If that hypothetical scenario did ever occur, do you think that the vast majority of Americans would have any problem at all labeling the aforementioned situation an act of “terrorism”?
Of course not.
But in reality, it was a 23-year-old white man named Paul Anthony Ciancia who took his anti-government political ideology clearly into the realm of ‘terrorism’ when he inflicted mass violence aimed at instilling terror within the general public as thousands of innocent airline travelers at Los Angeles International Airport (LAX) feared for their lives one sunny Friday morning.
Media reports are stating that Mr. Ciancia grew up in New Jersey and reportedly has “strong anti-government views,” according to a report from NBC News reporter Pete Williams. This assessment was determined by the “anti-government materials” in his possession when he was captured.
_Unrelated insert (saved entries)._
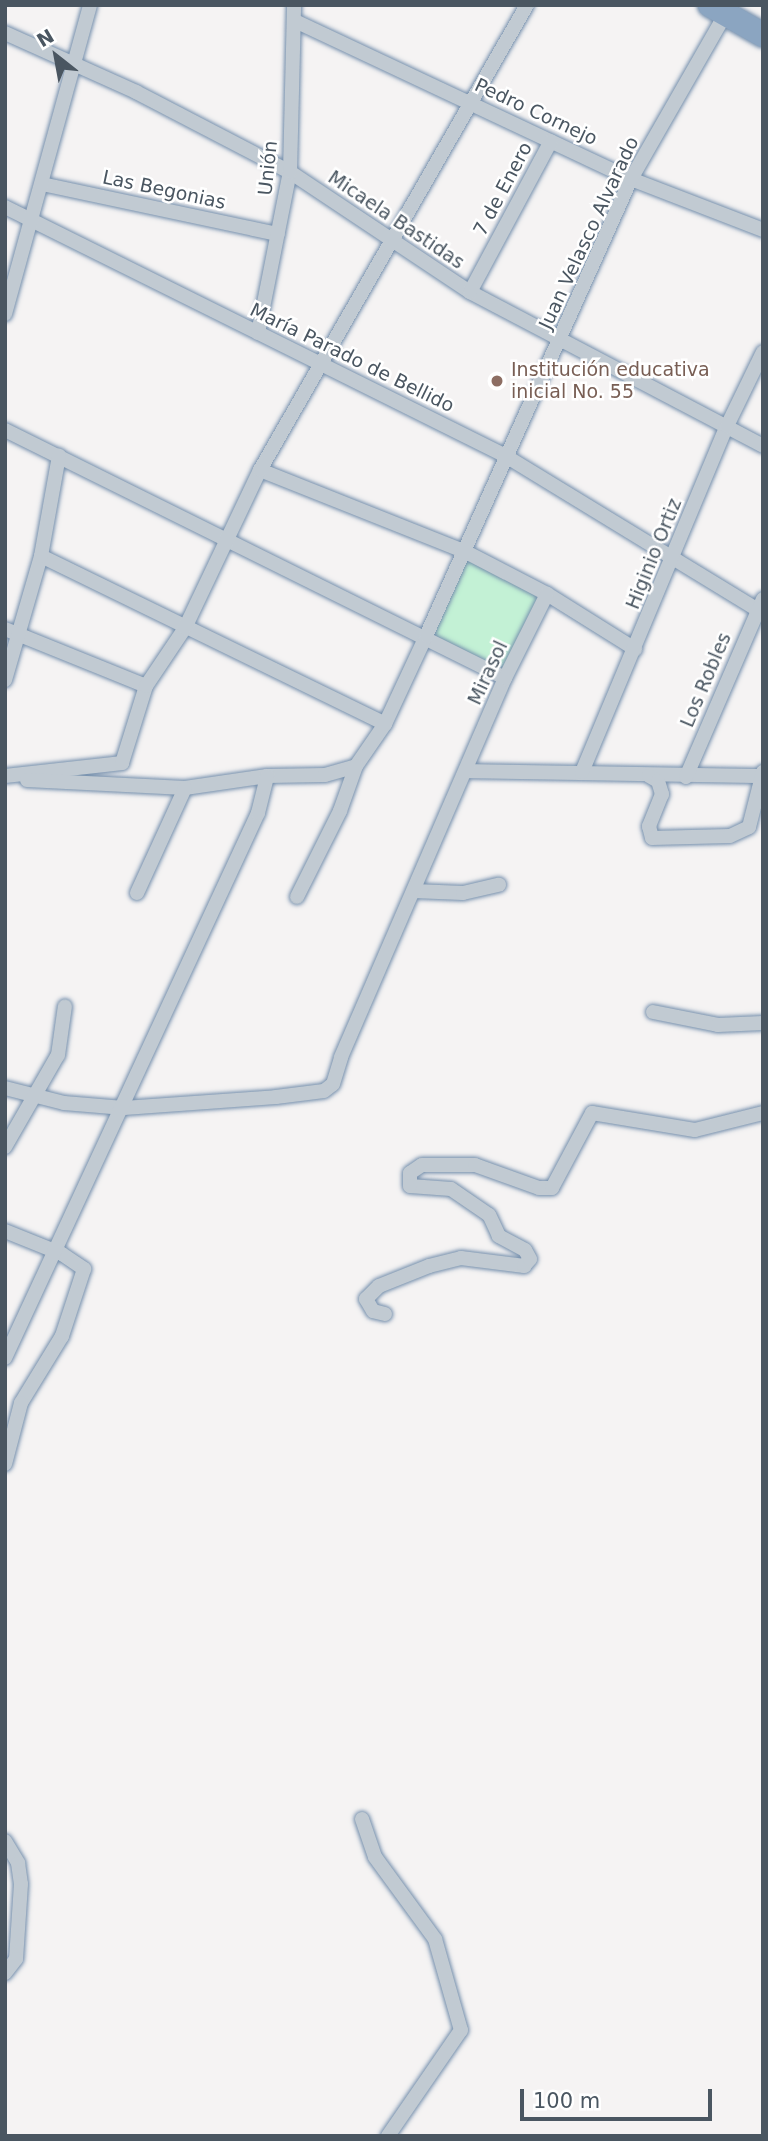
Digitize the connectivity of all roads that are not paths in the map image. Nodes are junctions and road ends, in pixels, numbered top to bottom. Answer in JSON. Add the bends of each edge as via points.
{"nodes":[{"id":1,"x":90,"y":5,"type":"edge"},
{"id":2,"x":294,"y":5,"type":"edge"},
{"id":3,"x":527,"y":5,"type":"edge"},
{"id":4,"x":718,"y":9,"type":"edge"},
{"id":5,"x":295,"y":21,"type":"junction"},
{"id":6,"x":5,"y":33,"type":"edge"},
{"id":7,"x":763,"y":35,"type":"edge"},
{"id":8,"x":73,"y":65,"type":"junction"},
{"id":9,"x":471,"y":103,"type":"junction"},
{"id":10,"x":551,"y":141,"type":"junction"},
{"id":11,"x":290,"y":172,"type":"junction"},
{"id":12,"x":631,"y":179,"type":"junction"},
{"id":13,"x":41,"y":184,"type":"junction"},
{"id":14,"x":5,"y":207,"type":"edge"},
{"id":15,"x":32,"y":219,"type":"junction"},
{"id":16,"x":763,"y":230,"type":"edge"},
{"id":17,"x":278,"y":234,"type":"junction"},
{"id":18,"x":395,"y":241,"type":"junction"},
{"id":19,"x":470,"y":292,"type":"junction"},
{"id":20,"x":5,"y":314,"type":"edge"},
{"id":21,"x":258,"y":333,"type":"junction"},
{"id":22,"x":560,"y":342,"type":"junction"},
{"id":23,"x":763,"y":352,"type":"edge"},
{"id":24,"x":323,"y":365,"type":"junction"},
{"id":25,"x":727,"y":426,"type":"junction"},
{"id":26,"x":5,"y":429,"type":"edge"},
{"id":27,"x":763,"y":446,"type":"edge"},
{"id":28,"x":504,"y":455,"type":"junction"},
{"id":29,"x":59,"y":456,"type":"junction"},
{"id":30,"x":260,"y":470,"type":"junction"},
{"id":31,"x":225,"y":539,"type":"junction"},
{"id":32,"x":464,"y":551,"type":"junction"},
{"id":33,"x":41,"y":556,"type":"junction"},
{"id":34,"x":673,"y":559,"type":"junction"},
{"id":35,"x":547,"y":594,"type":"junction"},
{"id":36,"x":761,"y":607,"type":"edge"},
{"id":37,"x":185,"y":628,"type":"junction"},
{"id":38,"x":11,"y":631,"type":"edge"},
{"id":39,"x":426,"y":636,"type":"junction"},
{"id":40,"x":635,"y":649,"type":"junction"},
{"id":41,"x":505,"y":678,"type":"junction"},
{"id":42,"x":5,"y":680,"type":"edge"},
{"id":43,"x":145,"y":686,"type":"junction"},
{"id":44,"x":385,"y":724,"type":"junction"},
{"id":45,"x":356,"y":765,"type":"junction"},
{"id":46,"x":468,"y":771,"type":"junction"},
{"id":47,"x":582,"y":772,"type":"junction"},
{"id":48,"x":762,"y":774,"type":"edge"},
{"id":49,"x":5,"y":776,"type":"edge"},
{"id":50,"x":267,"y":776,"type":"junction"},
{"id":51,"x":649,"y":776,"type":"junction"},
{"id":52,"x":686,"y":776,"type":"junction"},
{"id":53,"x":185,"y":788,"type":"junction"},
{"id":54,"x":499,"y":885,"type":"dead end"},
{"id":55,"x":414,"y":891,"type":"junction"},
{"id":56,"x":138,"y":893,"type":"dead end"},
{"id":57,"x":297,"y":897,"type":"dead end"},
{"id":58,"x":65,"y":1006,"type":"dead end"},
{"id":59,"x":653,"y":1012,"type":"dead end"},
{"id":60,"x":763,"y":1023,"type":"edge"},
{"id":61,"x":5,"y":1088,"type":"edge"},
{"id":62,"x":34,"y":1094,"type":"junction"},
{"id":63,"x":124,"y":1108,"type":"junction"},
{"id":64,"x":763,"y":1113,"type":"edge"},
{"id":65,"x":5,"y":1147,"type":"edge"},
{"id":66,"x":5,"y":1231,"type":"edge"},
{"id":67,"x":52,"y":1250,"type":"junction"},
{"id":68,"x":385,"y":1314,"type":"dead end"},
{"id":69,"x":5,"y":1358,"type":"edge"},
{"id":70,"x":5,"y":1464,"type":"edge"},
{"id":71,"x":362,"y":1819,"type":"dead end"},
{"id":72,"x":5,"y":1841,"type":"edge"},
{"id":73,"x":5,"y":1973,"type":"edge"},
{"id":74,"x":388,"y":2136,"type":"edge"}],
"edges":[{"from":1,"to":8,"type":"street"},
{"from":2,"to":5,"type":"street","name":"Unión"},
{"from":3,"to":9,"type":"street"},
{"from":4,"to":7,"type":"highway"},
{"from":4,"to":12,"type":"street","name":"Juan Velasco Alvarado"},
{"from":5,"to":9,"type":"street","name":"Pedro Cornejo"},
{"from":5,"to":11,"type":"street","name":"Unión"},
{"from":6,"to":8,"type":"street","name":"Micaela Bastidas"},
{"from":8,"to":11,"type":"street","name":"Micaela Bastidas"},
{"from":8,"to":13,"type":"street"},
{"from":9,"to":10,"type":"street","name":"Pedro Cornejo"},
{"from":9,"to":18,"type":"street"},
{"from":10,"to":12,"type":"street","name":"Pedro Cornejo"},
{"from":10,"to":19,"type":"street","name":"7 de Enero"},
{"from":11,"to":17,"type":"street","name":"Unión"},
{"from":11,"to":18,"type":"street","name":"Micaela Bastidas"},
{"from":12,"to":16,"type":"street","name":"Pedro Cornejo"},
{"from":12,"to":22,"type":"street","name":"Juan Velasco Alvarado"},
{"from":13,"to":15,"type":"street"},
{"from":13,"to":17,"type":"street","name":"Las Begonias"},
{"from":14,"to":15,"type":"street","name":"María Parado de Bellido"},
{"from":15,"to":20,"type":"street"},
{"from":15,"to":21,"type":"street","name":"María Parado de Bellido"},
{"from":17,"to":21,"type":"street","name":"Unión"},
{"from":18,"to":19,"type":"street","name":"Micaela Bastidas"},
{"from":18,"to":24,"type":"street"},
{"from":19,"to":22,"type":"street","name":"Micaela Bastidas"},
{"from":21,"to":24,"type":"street","name":"María Parado de Bellido"},
{"from":22,"to":25,"type":"street","name":"Micaela Bastidas"},
{"from":22,"to":28,"type":"street","name":"Juan Velasco Alvarado"},
{"from":23,"to":25,"type":"street","name":"Higinio Ortiz"},
{"from":24,"to":28,"type":"street","name":"María Parado de Bellido"},
{"from":24,"to":30,"type":"street"},
{"from":25,"to":27,"type":"street","name":"Micaela Bastidas"},
{"from":25,"to":34,"type":"street","name":"Higinio Ortiz"},
{"from":26,"to":29,"type":"street"},
{"from":28,"to":32,"type":"street","name":"Juan Velasco Alvarado"},
{"from":28,"to":34,"type":"street","name":"María Parado de Bellido"},
{"from":29,"to":31,"type":"street"},
{"from":29,"to":33,"type":"street"},
{"from":30,"to":31,"type":"street"},
{"from":30,"to":32,"type":"street"},
{"from":31,"to":37,"type":"street"},
{"from":31,"to":39,"type":"street"},
{"from":32,"to":35,"type":"street"},
{"from":32,"to":39,"type":"street","name":"Juan Velasco Alvarado"},
{"from":33,"to":37,"type":"street"},
{"from":33,"to":38,"type":"street"},
{"from":34,"to":36,"type":"street","name":"María Parado de Bellido"},
{"from":34,"to":40,"type":"street","name":"Higinio Ortiz"},
{"from":35,"to":40,"type":"street"},
{"from":35,"to":41,"type":"street","name":"Mirasol"},
{"from":36,"to":52,"type":"street","name":"Los Robles"},
{"from":37,"to":43,"type":"street"},
{"from":37,"to":44,"type":"street"},
{"from":38,"to":42,"type":"street"},
{"from":38,"to":43,"type":"street"},
{"from":39,"to":41,"type":"street"},
{"from":39,"to":44,"type":"street","name":"Juan Velasco Alvarado"},
{"from":40,"to":47,"type":"street","name":"Higinio Ortiz"},
{"from":41,"to":46,"type":"street","name":"Mirasol"},
{"from":43,"to":49,"type":"street","via":[[122,763]]},
{"from":44,"to":45,"type":"street","name":"Juan Velasco Alvarado"},
{"from":45,"to":50,"type":"street","via":[[325,775]]},
{"from":45,"to":57,"type":"street","name":"Juan Velasco Alvarado","via":[[340,811]]},
{"from":46,"to":47,"type":"street"},
{"from":46,"to":55,"type":"street","name":"Mirasol"},
{"from":47,"to":51,"type":"street"},
{"from":48,"to":51,"type":"street","via":[[750,827],[742,834],[659,838],[652,838],[649,825],[662,788]]},
{"from":48,"to":52,"type":"street"},
{"from":49,"to":53,"type":"street"},
{"from":50,"to":53,"type":"street"},
{"from":50,"to":63,"type":"street","via":[[258,813]]},
{"from":51,"to":52,"type":"street"},
{"from":53,"to":56,"type":"street"},
{"from":54,"to":55,"type":"street","via":[[463,893]]},
{"from":55,"to":63,"type":"street","name":"Mirasol","via":[[341,1056],[338,1073],[324,1091]]},
{"from":58,"to":62,"type":"street","via":[[58,1055]]},
{"from":59,"to":60,"type":"street","via":[[718,1025]]},
{"from":61,"to":62,"type":"street","name":"Mirasol"},
{"from":62,"to":63,"type":"street","name":"Mirasol","via":[[64,1103]]},
{"from":62,"to":65,"type":"street"},
{"from":63,"to":67,"type":"street"},
{"from":64,"to":68,"type":"street","via":[[695,1130],[592,1113],[552,1188],[539,1188],[475,1165],[422,1165],[410,1173],[410,1186],[451,1189],[489,1215],[499,1236],[525,1250],[530,1259],[524,1266],[461,1258],[429,1266],[379,1286],[366,1298],[373,1311]]},
{"from":66,"to":67,"type":"street"},
{"from":67,"to":69,"type":"street"},
{"from":67,"to":70,"type":"street","via":[[84,1269],[62,1336],[21,1403]]},
{"from":71,"to":74,"type":"street","via":[[375,1857],[435,1939],[461,2030]]},
{"from":72,"to":73,"type":"street","via":[[18,1863],[21,1884],[16,1959]]}]}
Furthermore, the Associated Press also reported that Mr. Ciancia, who was dressed in military-style fatigues during the terrorist attack, carried a handwritten note that said he “wanted to kill TSA [agents] and pigs [aka police].”
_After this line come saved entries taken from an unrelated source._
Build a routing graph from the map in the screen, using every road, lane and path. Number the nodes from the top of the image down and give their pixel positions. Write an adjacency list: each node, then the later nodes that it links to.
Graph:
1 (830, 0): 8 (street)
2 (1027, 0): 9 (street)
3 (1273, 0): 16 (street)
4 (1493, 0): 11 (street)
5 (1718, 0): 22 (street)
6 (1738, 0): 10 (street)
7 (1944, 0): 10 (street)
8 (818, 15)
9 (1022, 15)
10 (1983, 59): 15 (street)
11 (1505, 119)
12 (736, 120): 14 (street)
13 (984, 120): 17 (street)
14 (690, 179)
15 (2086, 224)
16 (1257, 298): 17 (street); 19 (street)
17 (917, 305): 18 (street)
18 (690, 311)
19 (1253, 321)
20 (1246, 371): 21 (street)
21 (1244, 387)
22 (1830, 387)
According to the Southern Poverty Law Center (SPLC), the language and references that Paul Anthony Ciancia used in his writings seemed to put him “squarely in the conspiracy-minded world of the antigovernment ‘Patriot’ movement” with references to the longstanding New World Order conspiracy theory. According to the SPLC, these so-called Patriots also “increasingly see the DHS, which produces intelligence assessments of extremists that are distributed to other law enforcement agencies, as an enemy and even a collaborator in the New World Order conspiracy.”
Now, the same right-wingers who would shout “terrorism” from the rooftops if the LAX airport shooter was a Muslim will likely avoid using the word “terrorism” at all since the shooter was a white Italian dude from Jersey. They will characterize this non-Muslim terrorist as a crazy kooky loner whose undiagnosed mental-health issues or work-related stress probably led to the attacks.
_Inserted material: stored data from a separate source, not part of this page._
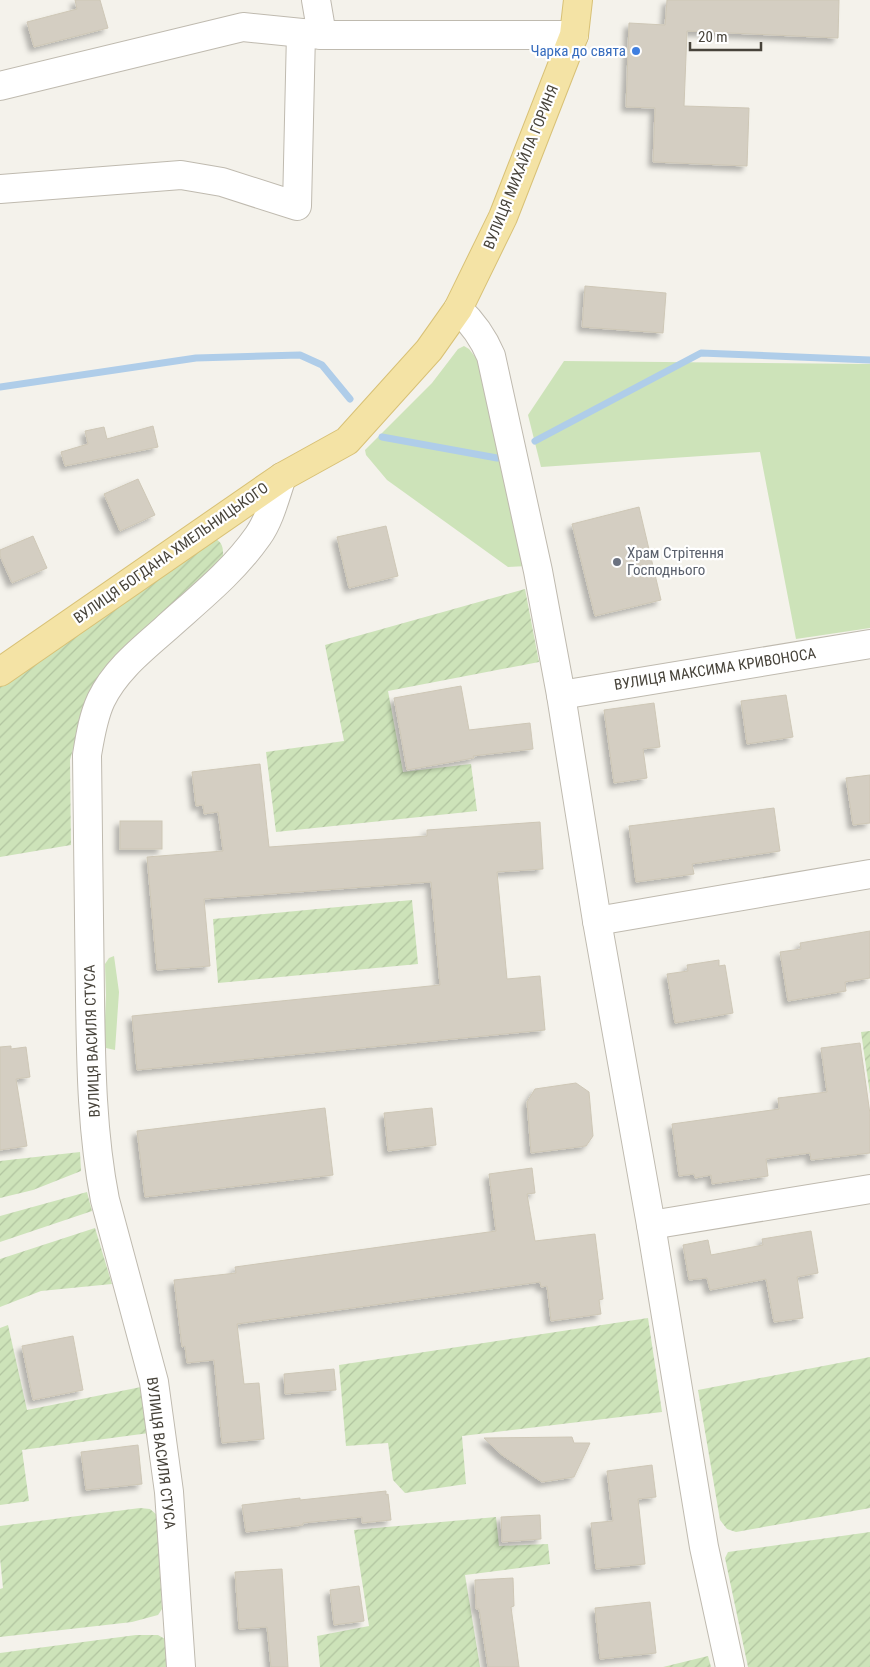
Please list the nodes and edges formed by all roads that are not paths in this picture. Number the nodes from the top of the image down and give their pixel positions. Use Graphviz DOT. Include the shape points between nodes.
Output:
graph roads {
  1 [pos="316,0"];
  2 [pos="578,0"];
  3 [pos="312,34"];
  4 [pos="574,35"];
  5 [pos="0,86"];
  6 [pos="0,189"];
  7 [pos="458,309"];
  8 [pos="347,441"];
  9 [pos="282,477"];
  10 [pos="870,644"];
  11 [pos="0,672"];
  12 [pos="561,695"];
  13 [pos="870,874"];
  14 [pos="597,921"];
  15 [pos="870,1189"];
  16 [pos="651,1225"];
  17 [pos="181,1667"];
  18 [pos="730,1667"];
  1 -- 3 [label="street"];
  2 -- 4 [label="main road, ВУЛИЦЯ МИХАЙЛА ГОРИНЯ"];
  3 -- 4 [label="street"];
  3 -- 5 [label="street" via="244,27"];
  3 -- 6 [label="street" via="297,206 222,182 182,175"];
  4 -- 7 [label="main road, ВУЛИЦЯ МИХАЙЛА ГОРИНЯ" via="503,217"];
  7 -- 8 [label="main road, ВУЛИЦЯ МИХАЙЛА ГОРИНЯ" via="429,350"];
  7 -- 12 [label="street" via="472,322 491,356 538,571"];
  8 -- 9 [label="main road, ВУЛИЦЯ БОГДАНА ХМЕЛЬНИЦЬКОГО"];
  9 -- 11 [label="main road, ВУЛИЦЯ БОГДАНА ХМЕЛЬНИЦЬКОГО"];
  9 -- 17 [label="street, ВУЛИЦЯ ВАСИЛЯ СТУСА" via="259,535 226,575 128,662 113,682 101,700 87,755 95,1137 105,1200 154,1382 169,1492"];
  10 -- 12 [label="street, ВУЛИЦЯ МАКСИМА КРИВОНОСА"];
  12 -- 14 [label="street"];
  13 -- 14 [label="street"];
  14 -- 16 [label="street"];
  15 -- 16 [label="street"];
  16 -- 18 [label="street" via="704,1547"];
}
Also, these same right-wingers who always call for the “racial profiling” of Arabs and Muslims after every terrorist attack will now be silent since they would now have to call for the racial profiling of every 20-something white dude from New Jersey.
This would pretty much mean that the entire cast of Jersey Shore should now be under NSA surveillance.
So if we as a nation fail to adequately condemn all acts of terrorism equally- including the LAX airport attack by anti-government terrorist Paul Anthony Ciancia- the only clear message that we will be sending to the rest of the world is that the word “terrorist” in America only applies to brown dudes with foreign-sounding last names and does not apply to white men who commit those same acts of terrorism.
Originally appeared at The Islamic Monthly
Follow Arsalan Iftikhar on Twitter @TheMuslimGuy and on YouTube
You think if this guy had ANY connection whatsoever, to ‘right wing’ politics that he wouldn’t be called a terrorist?
White guys have a huge rap sheet going back generations.
It’s how they got their power.
Violence, intimidation, genocide…it’s been the white man’s Modus Operandi since, forever.
I am a white woman, I would know.
Yeah mahn, tha white man aint got no luv 4 la mundo muy bonito.
I don’t think that has so much to do with “white” as those civilizations that managed to spread and conquer–the kind of empires you see all over the world throughout history. If you only want to look at Western European countries from 1600+ on, you’re missing out on a lot of historical human cruelty, because people are people.
The book “Guns, Germs, and Steel” is a good read.
I agree.
But why should we let truth get in the way of our irrational fear of the other? It’s not like 9/11 didn’t have a wholly domestic precedent by the name of Timothy McVeigh after all.
So it goes.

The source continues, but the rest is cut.